3. état mixte: Zu diesem Stadium gehören der erste Teil der Ags. Chronik (bis 891) und der altsächsische Hêliand. Es beginnt sich hier eine Variante der späteren Stellung, die V2-Stellung, zur Normalstellung des Verbs zu verfestigen.[11] Daneben bleibt aber die Möglichkeit der V1-Stellung weiter bestehen: “le type expressif à verbe initial subsiste” (1938:291).[12]
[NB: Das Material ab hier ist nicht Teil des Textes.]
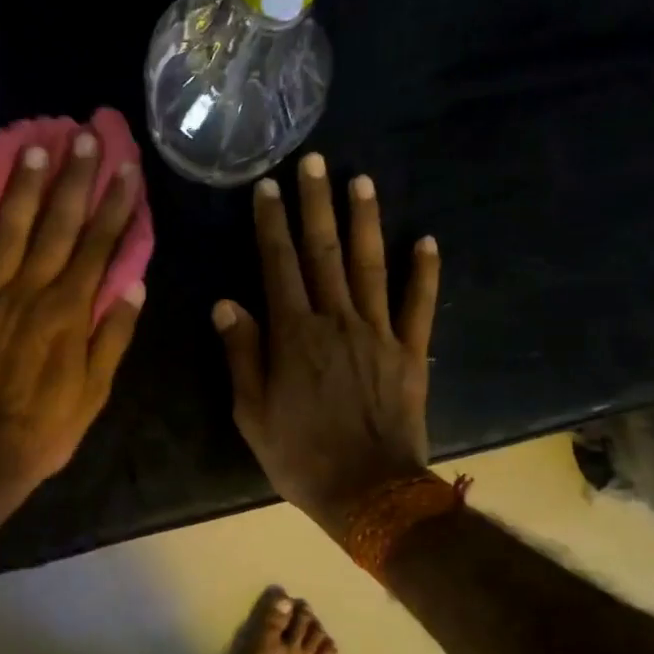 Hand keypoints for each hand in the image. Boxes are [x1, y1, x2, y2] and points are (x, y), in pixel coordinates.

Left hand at [0, 128, 144, 506]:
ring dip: (24, 188)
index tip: (126, 170)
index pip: (97, 247)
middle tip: (86, 135)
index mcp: (68, 313)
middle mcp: (30, 292)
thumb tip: (134, 286)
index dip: (114, 206)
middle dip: (75, 179)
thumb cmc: (44, 429)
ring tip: (37, 148)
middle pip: (57, 226)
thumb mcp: (94, 392)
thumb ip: (113, 337)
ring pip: (9, 231)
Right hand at [213, 153, 440, 537]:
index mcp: (293, 335)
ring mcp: (379, 333)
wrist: (369, 491)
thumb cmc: (300, 455)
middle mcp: (336, 321)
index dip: (271, 224)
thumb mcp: (252, 413)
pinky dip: (424, 272)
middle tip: (315, 161)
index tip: (268, 186)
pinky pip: (419, 305)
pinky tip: (426, 239)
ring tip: (361, 180)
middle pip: (324, 253)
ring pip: (371, 266)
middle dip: (316, 204)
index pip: (278, 266)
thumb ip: (242, 354)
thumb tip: (227, 304)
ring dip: (365, 221)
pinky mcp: (410, 353) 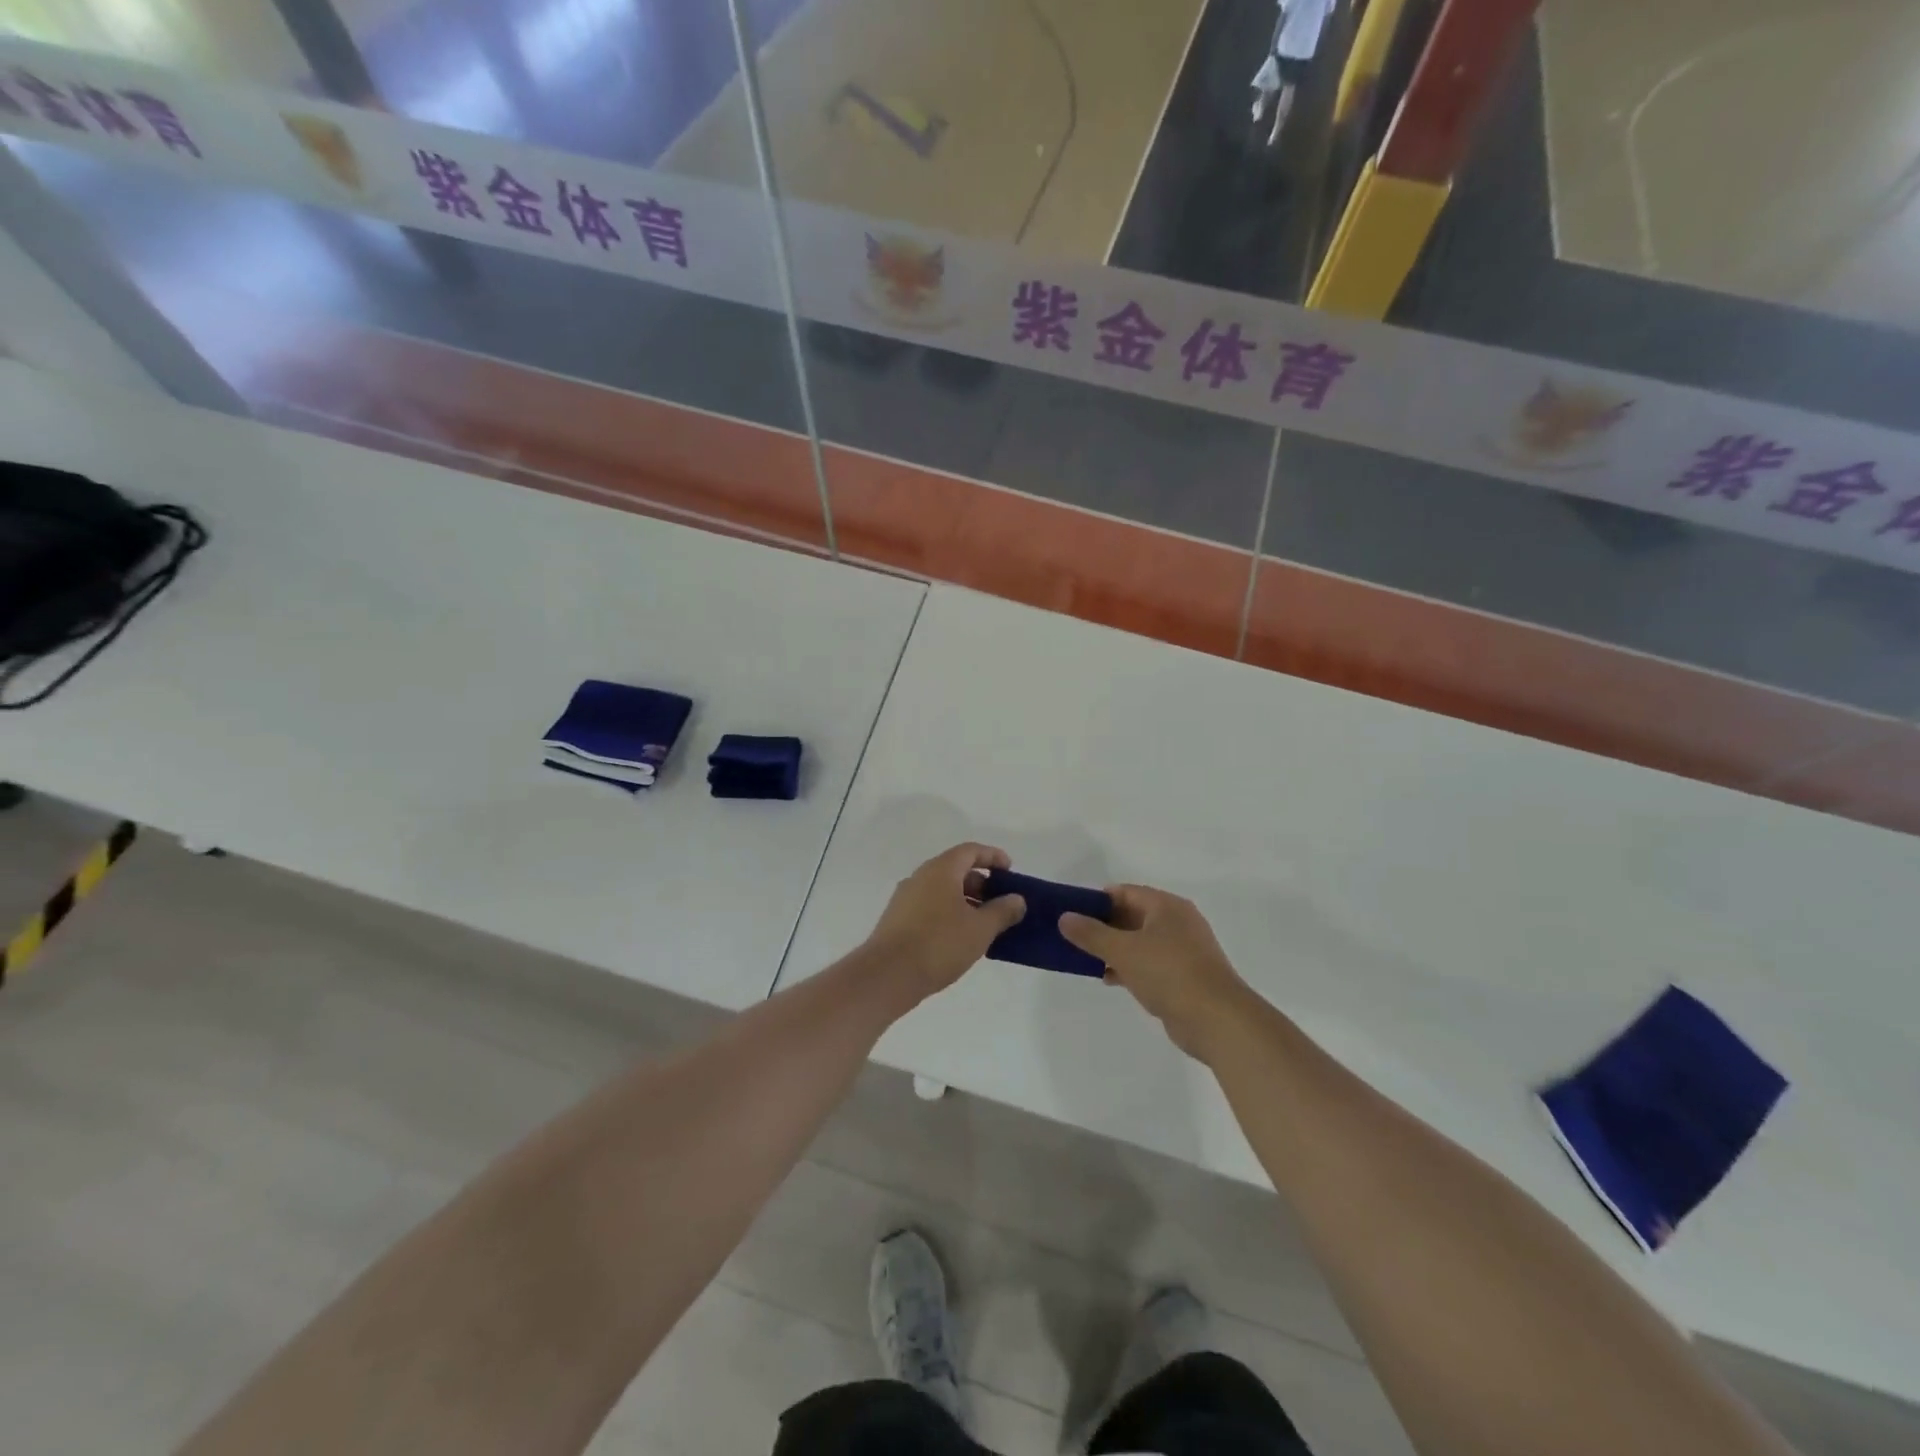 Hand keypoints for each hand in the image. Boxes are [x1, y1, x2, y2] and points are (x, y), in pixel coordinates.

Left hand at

4. état commun II: Vertreter dieses Stadiums sind der zweite Teil der Ags. Chronik, der ahd. Isidor und die Edda. Das Stadium führt Entwicklungstendenzen des “état mixte” weiter, wobei der neutrale Typ in zwei Untergruppen zerfällt: die eine zeichnet der V2-Stellungstyp aus, die andere “un type à verbe ‘ultérieur’” (ebd.), also mit späterer Stellung im Satz als V2. Diese Aufteilung des neutralen Typs in zwei Untertypen bekommt grammatische Funktion, indem sie in zunehmendem Maße zur Unterscheidung zwischen selbständigen und abhängigen Sätzen verwendet wird. Wichtig: Die Möglichkeit der V1-Stellung besteht fort: “Il y a […] l'ancien type expressif à verbe premier”. (ebd.).
5. Das letzte Stadium bringt die Aufspaltung in verschiedene Sprachen bzw. Sprachgruppen (s.o.). Die V2-Stellung wird konsequent zum neutralen Typ verallgemeinert.[13] Die V1-Stellung nimmt an Verbreitung ab und wird nun auf bestimmte Äußerungstypen eingeschränkt: “Le type à verbe initial a décliné dans les trois groupes du germanique; il a été réduit à l'expression de l'interrogation, à quelques survivances près” (ebd.:293; vgl. Ebert 1978:37)
Fourquet in drei Punkten sehr knapp zusammenfassend, läßt sich folgendes sagen:
1. Beim Einsetzen der Überlieferung des Germanischen finden wir eine Opposition zwischen V1-Stellung einerseits und späterer Stellung des Verbs andererseits vor.[14]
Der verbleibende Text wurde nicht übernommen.